» **Exercise prompt**:
Below are records. Copy every line with "hidden" in it.

Stored data entries

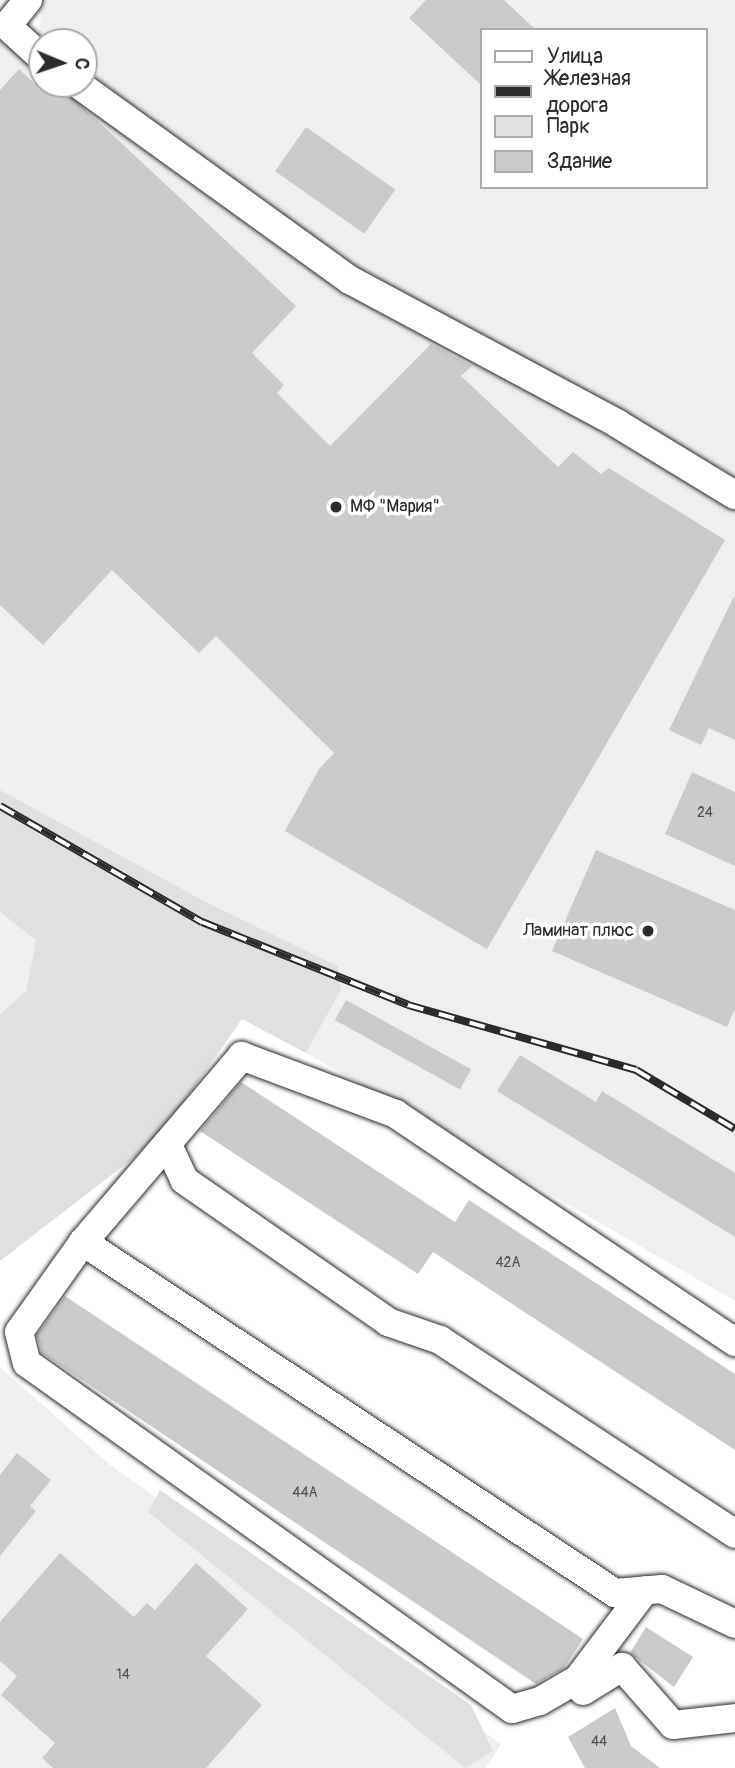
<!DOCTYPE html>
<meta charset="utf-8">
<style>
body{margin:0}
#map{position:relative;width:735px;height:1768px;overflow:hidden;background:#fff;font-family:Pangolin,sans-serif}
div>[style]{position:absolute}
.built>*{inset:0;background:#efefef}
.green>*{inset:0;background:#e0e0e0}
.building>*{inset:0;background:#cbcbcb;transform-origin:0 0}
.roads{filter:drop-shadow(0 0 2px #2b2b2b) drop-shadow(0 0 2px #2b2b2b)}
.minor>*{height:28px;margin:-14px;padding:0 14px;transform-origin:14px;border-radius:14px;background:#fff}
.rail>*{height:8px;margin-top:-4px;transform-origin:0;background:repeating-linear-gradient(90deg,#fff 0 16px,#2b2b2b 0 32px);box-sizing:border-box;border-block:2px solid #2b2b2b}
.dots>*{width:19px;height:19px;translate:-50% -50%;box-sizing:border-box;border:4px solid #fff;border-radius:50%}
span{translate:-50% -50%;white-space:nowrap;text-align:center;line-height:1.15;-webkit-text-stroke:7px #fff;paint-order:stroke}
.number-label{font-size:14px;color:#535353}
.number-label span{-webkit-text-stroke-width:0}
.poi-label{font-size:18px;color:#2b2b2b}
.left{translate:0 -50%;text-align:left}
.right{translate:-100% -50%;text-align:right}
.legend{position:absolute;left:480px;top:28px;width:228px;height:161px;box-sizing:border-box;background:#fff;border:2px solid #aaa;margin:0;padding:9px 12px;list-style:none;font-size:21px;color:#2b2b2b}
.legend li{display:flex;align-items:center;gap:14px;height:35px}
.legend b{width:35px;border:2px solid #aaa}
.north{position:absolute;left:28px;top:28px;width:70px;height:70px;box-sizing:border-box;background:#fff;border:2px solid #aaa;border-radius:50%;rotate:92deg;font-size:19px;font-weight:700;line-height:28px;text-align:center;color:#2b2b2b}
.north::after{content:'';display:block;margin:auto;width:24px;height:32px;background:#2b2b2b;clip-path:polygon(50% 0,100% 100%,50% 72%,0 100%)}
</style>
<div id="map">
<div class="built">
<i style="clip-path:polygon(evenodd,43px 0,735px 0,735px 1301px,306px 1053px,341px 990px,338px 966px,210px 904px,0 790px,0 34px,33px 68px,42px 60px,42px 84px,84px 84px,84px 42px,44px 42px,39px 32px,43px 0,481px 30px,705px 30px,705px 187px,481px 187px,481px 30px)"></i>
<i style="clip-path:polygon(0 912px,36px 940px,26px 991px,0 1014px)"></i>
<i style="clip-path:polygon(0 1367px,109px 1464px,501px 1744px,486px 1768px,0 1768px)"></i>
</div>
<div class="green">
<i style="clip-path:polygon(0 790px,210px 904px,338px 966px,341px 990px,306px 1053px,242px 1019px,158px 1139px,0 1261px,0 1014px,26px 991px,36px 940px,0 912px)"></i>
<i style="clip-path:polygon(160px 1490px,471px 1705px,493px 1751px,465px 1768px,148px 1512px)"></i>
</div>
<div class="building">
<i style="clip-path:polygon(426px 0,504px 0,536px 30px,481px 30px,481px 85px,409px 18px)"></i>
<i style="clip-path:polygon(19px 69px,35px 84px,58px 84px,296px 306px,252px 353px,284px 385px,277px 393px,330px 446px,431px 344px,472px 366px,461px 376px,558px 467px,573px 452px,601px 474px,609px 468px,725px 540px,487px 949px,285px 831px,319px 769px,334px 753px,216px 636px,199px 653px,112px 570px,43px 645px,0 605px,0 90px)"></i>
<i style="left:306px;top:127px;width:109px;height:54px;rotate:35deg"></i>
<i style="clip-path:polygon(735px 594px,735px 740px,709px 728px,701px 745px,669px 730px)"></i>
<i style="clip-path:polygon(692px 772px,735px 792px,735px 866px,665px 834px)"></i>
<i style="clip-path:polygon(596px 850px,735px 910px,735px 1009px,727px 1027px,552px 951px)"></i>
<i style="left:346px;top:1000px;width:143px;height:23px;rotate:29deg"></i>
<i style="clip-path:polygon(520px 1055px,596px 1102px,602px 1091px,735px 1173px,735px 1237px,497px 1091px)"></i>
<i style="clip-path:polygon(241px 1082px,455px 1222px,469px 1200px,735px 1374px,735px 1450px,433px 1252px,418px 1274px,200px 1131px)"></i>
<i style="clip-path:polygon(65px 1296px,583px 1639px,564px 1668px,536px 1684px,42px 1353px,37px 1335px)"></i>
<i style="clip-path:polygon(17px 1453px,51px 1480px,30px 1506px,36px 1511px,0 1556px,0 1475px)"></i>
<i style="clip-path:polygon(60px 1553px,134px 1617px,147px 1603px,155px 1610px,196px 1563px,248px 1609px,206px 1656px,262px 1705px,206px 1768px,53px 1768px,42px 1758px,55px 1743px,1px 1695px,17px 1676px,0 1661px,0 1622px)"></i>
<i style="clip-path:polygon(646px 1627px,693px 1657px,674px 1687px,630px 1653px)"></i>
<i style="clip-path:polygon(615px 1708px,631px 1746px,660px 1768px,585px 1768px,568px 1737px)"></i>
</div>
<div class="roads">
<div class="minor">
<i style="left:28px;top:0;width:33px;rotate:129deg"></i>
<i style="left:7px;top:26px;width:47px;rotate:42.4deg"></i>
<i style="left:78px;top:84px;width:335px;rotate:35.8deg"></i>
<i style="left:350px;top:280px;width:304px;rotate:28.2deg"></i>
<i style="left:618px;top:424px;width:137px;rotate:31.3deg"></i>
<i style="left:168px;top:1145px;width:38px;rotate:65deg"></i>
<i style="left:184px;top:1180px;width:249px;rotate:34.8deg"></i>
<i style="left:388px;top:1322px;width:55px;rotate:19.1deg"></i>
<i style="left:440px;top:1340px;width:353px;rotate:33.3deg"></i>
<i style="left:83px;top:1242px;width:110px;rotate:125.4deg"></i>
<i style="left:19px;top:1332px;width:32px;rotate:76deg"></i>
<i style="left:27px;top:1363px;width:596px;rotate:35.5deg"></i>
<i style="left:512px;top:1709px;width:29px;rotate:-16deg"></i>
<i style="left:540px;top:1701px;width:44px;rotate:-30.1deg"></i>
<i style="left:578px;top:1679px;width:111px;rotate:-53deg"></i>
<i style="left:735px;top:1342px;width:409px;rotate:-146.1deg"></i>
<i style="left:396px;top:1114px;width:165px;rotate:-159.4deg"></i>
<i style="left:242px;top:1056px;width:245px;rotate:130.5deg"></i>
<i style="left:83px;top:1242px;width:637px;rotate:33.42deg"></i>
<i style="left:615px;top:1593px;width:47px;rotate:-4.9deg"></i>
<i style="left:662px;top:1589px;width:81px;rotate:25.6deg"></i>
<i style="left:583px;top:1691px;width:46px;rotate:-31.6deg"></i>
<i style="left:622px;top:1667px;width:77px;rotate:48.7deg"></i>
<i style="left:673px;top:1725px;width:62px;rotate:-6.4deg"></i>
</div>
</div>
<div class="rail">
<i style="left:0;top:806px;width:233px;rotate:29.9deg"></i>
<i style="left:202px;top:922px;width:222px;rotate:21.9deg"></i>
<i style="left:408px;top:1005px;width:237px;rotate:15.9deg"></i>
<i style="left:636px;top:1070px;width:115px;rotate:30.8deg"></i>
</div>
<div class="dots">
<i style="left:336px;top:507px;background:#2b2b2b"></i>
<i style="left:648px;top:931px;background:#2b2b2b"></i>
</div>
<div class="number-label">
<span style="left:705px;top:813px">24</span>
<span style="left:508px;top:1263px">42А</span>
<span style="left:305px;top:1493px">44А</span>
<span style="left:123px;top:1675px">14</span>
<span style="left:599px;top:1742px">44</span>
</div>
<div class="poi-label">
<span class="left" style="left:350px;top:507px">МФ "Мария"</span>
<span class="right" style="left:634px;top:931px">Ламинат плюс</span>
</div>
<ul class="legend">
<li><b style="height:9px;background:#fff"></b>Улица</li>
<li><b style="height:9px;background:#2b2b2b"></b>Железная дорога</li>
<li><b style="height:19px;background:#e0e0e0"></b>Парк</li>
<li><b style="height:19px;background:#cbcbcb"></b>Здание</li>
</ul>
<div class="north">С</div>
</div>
---
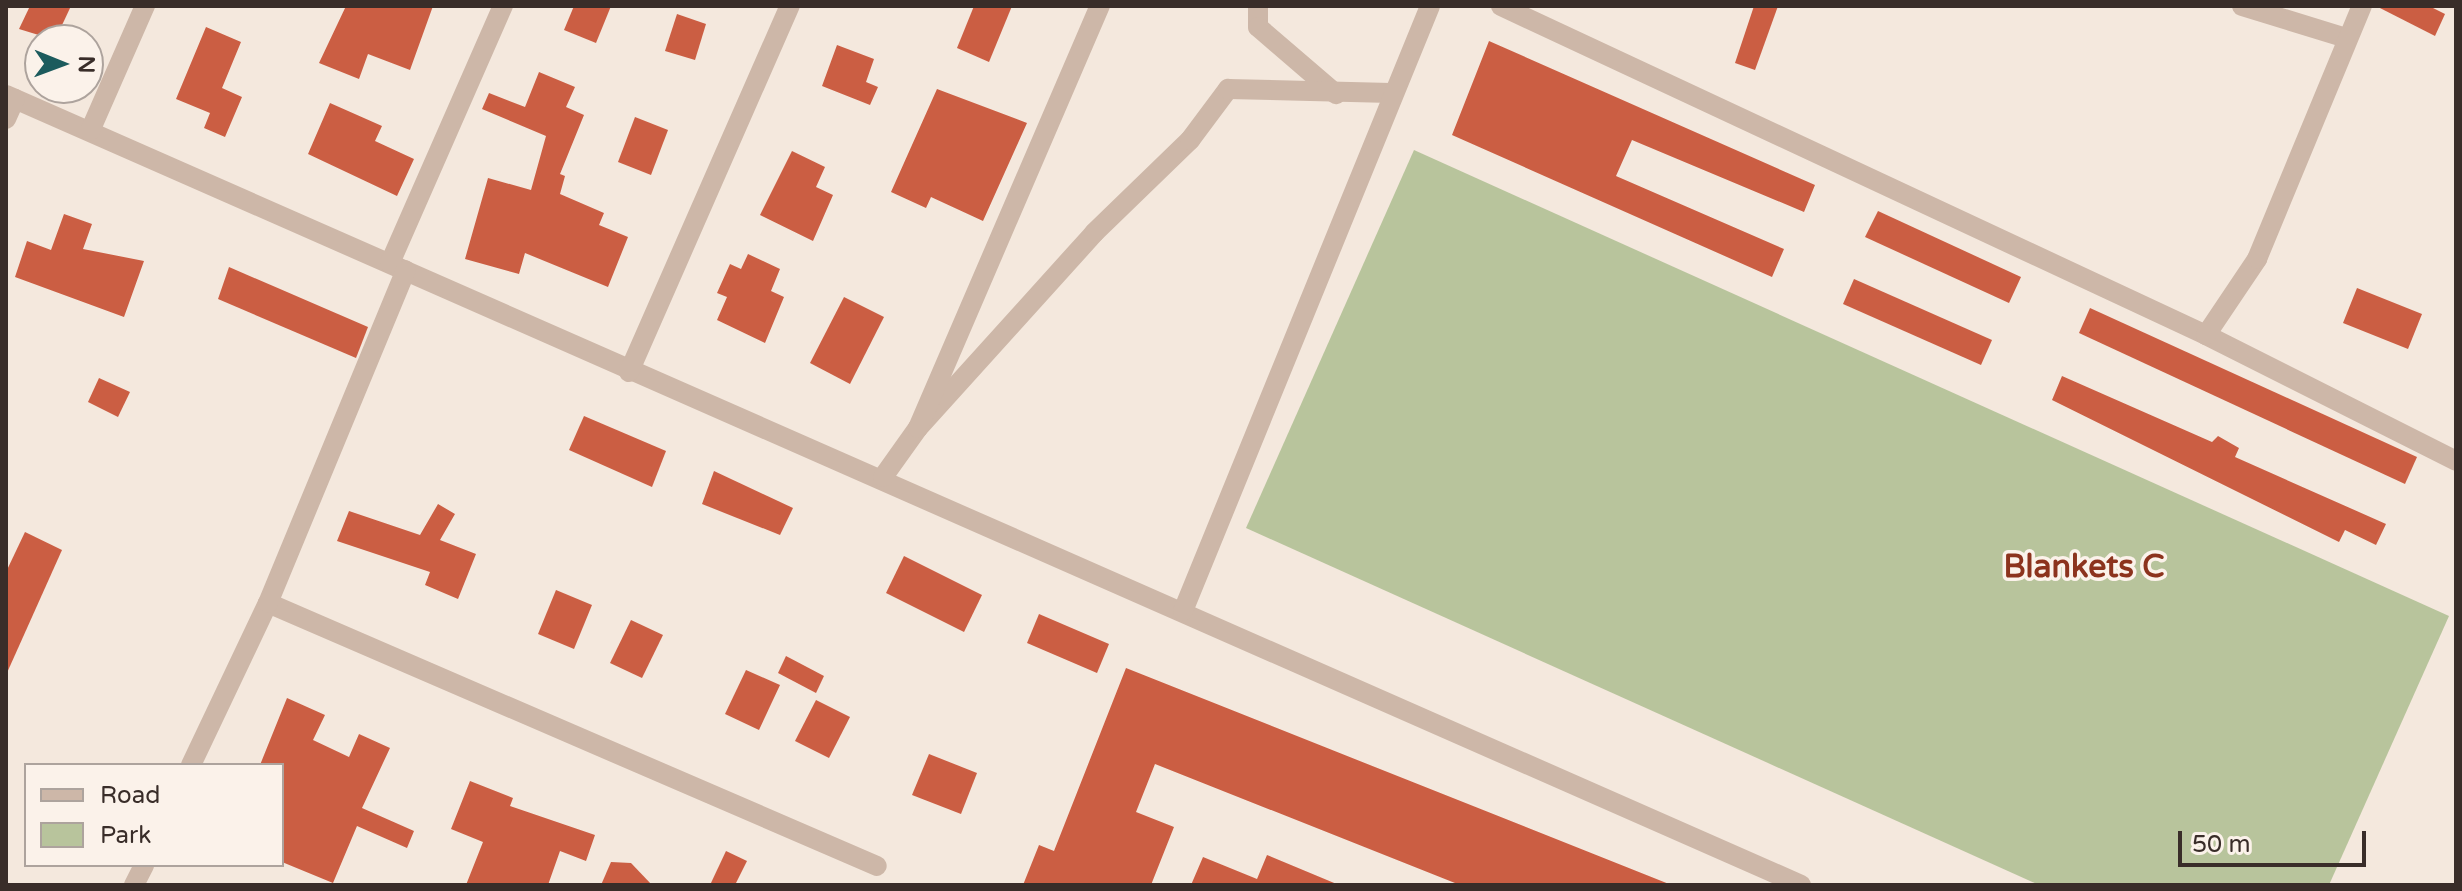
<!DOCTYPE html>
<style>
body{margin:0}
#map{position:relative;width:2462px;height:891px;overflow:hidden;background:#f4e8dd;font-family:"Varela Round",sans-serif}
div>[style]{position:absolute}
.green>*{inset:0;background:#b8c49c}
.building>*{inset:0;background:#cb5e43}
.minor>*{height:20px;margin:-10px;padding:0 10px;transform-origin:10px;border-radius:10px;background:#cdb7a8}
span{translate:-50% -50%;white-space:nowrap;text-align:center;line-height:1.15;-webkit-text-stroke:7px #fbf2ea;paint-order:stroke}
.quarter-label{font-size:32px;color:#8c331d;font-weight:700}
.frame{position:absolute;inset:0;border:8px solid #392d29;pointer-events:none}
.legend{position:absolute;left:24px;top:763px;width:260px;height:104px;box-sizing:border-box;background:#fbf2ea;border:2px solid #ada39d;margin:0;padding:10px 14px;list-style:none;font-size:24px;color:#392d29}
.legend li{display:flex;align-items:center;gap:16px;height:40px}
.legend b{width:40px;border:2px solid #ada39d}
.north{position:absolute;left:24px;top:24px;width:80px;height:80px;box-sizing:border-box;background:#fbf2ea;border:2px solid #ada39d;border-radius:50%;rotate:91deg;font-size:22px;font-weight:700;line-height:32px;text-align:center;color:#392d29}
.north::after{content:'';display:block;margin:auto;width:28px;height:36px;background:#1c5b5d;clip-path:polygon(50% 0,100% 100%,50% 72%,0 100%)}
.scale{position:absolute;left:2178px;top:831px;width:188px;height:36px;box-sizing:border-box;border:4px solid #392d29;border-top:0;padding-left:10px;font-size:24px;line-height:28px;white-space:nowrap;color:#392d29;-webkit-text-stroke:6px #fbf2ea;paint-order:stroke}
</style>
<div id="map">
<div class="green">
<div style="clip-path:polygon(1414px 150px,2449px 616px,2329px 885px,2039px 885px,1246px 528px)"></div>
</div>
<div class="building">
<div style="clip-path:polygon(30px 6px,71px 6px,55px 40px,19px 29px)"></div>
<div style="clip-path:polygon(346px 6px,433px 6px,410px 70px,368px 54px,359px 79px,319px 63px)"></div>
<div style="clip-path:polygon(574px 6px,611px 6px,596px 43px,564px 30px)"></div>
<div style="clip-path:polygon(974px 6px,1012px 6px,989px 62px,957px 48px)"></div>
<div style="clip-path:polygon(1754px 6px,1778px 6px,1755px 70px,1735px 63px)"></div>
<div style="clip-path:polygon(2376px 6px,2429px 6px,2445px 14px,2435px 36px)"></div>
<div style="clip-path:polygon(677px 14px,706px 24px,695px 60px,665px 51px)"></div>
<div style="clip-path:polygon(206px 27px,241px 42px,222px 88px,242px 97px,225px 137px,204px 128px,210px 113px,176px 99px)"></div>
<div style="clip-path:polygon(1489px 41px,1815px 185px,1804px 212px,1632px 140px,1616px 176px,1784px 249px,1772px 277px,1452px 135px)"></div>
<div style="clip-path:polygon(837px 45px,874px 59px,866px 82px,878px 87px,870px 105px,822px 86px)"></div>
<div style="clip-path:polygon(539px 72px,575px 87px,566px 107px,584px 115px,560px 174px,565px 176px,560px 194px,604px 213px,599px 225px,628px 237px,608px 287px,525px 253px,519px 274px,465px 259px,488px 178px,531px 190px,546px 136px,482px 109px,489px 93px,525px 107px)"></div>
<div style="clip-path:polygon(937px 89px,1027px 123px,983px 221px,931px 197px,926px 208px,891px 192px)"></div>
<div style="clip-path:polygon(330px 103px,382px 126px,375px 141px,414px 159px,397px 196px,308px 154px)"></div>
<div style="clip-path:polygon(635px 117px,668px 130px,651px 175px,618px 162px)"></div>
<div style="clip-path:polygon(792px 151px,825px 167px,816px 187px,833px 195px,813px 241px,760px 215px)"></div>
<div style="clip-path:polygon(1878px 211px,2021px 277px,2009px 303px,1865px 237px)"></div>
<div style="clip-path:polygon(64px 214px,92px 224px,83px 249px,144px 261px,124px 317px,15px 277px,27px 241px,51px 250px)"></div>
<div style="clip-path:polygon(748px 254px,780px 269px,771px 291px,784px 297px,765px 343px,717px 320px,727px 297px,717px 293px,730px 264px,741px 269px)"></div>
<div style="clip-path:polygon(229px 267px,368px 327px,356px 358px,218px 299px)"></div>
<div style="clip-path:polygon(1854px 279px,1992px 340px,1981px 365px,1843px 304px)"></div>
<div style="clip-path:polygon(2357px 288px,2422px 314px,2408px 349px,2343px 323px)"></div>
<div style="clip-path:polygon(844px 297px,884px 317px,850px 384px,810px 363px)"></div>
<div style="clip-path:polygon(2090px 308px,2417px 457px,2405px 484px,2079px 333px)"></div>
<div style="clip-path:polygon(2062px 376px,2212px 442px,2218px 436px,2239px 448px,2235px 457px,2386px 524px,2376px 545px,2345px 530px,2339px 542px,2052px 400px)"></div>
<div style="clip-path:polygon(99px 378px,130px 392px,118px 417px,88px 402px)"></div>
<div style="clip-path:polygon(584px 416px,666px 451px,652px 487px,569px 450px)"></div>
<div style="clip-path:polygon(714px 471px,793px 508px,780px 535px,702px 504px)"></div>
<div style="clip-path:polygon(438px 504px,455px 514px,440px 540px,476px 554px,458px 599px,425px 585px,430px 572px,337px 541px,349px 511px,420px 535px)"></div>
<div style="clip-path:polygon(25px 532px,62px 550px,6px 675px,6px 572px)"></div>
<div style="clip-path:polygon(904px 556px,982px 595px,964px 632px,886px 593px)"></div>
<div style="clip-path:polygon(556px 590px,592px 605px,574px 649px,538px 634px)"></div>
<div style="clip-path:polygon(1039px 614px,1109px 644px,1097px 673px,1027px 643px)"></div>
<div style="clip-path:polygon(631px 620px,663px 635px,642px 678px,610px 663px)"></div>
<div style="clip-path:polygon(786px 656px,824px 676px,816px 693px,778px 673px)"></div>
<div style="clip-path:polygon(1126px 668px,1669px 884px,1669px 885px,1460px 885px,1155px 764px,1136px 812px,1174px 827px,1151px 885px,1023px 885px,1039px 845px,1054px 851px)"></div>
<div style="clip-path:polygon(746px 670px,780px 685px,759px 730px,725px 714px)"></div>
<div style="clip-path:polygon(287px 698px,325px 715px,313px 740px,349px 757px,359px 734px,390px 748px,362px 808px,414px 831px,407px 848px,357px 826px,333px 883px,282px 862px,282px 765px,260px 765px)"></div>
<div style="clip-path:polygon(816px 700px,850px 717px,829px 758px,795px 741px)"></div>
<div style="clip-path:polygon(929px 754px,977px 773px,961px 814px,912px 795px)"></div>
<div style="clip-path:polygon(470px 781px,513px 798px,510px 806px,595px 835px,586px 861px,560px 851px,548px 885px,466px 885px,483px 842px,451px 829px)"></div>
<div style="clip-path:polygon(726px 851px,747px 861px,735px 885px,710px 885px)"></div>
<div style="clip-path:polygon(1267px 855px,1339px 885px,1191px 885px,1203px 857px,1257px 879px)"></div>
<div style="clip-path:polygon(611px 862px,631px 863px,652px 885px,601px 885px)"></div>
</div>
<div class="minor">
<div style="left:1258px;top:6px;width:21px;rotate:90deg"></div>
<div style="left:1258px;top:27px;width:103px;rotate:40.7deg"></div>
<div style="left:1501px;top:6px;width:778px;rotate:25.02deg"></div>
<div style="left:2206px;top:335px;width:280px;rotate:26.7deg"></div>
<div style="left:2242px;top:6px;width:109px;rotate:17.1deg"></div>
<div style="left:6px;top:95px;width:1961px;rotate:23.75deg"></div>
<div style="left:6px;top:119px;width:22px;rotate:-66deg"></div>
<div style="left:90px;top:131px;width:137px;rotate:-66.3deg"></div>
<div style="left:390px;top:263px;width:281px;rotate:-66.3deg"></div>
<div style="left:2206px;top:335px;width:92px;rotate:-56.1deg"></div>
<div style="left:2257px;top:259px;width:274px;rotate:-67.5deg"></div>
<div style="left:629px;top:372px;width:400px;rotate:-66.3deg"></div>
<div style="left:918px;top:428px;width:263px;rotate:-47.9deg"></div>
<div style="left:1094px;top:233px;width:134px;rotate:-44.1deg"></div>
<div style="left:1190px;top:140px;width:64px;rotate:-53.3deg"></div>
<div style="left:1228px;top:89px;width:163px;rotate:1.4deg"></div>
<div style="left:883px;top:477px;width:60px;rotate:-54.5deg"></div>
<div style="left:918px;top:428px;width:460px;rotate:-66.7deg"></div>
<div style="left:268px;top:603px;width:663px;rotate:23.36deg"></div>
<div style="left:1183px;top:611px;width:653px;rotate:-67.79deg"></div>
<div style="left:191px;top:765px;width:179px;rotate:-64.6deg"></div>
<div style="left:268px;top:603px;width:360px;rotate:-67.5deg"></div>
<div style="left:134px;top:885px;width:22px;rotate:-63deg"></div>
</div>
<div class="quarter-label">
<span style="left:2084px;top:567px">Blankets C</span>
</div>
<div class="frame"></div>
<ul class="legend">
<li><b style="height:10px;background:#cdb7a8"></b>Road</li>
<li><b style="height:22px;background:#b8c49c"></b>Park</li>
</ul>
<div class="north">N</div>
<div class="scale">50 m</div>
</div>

» **Answer area**:
#map{position:relative;width:735px;height:1768px;overflow:hidden;background:#fff;font-family:Pangolin,sans-serif}
#map{position:relative;width:2462px;height:891px;overflow:hidden;background:#f4e8dd;font-family:"Varela Round",sans-serif}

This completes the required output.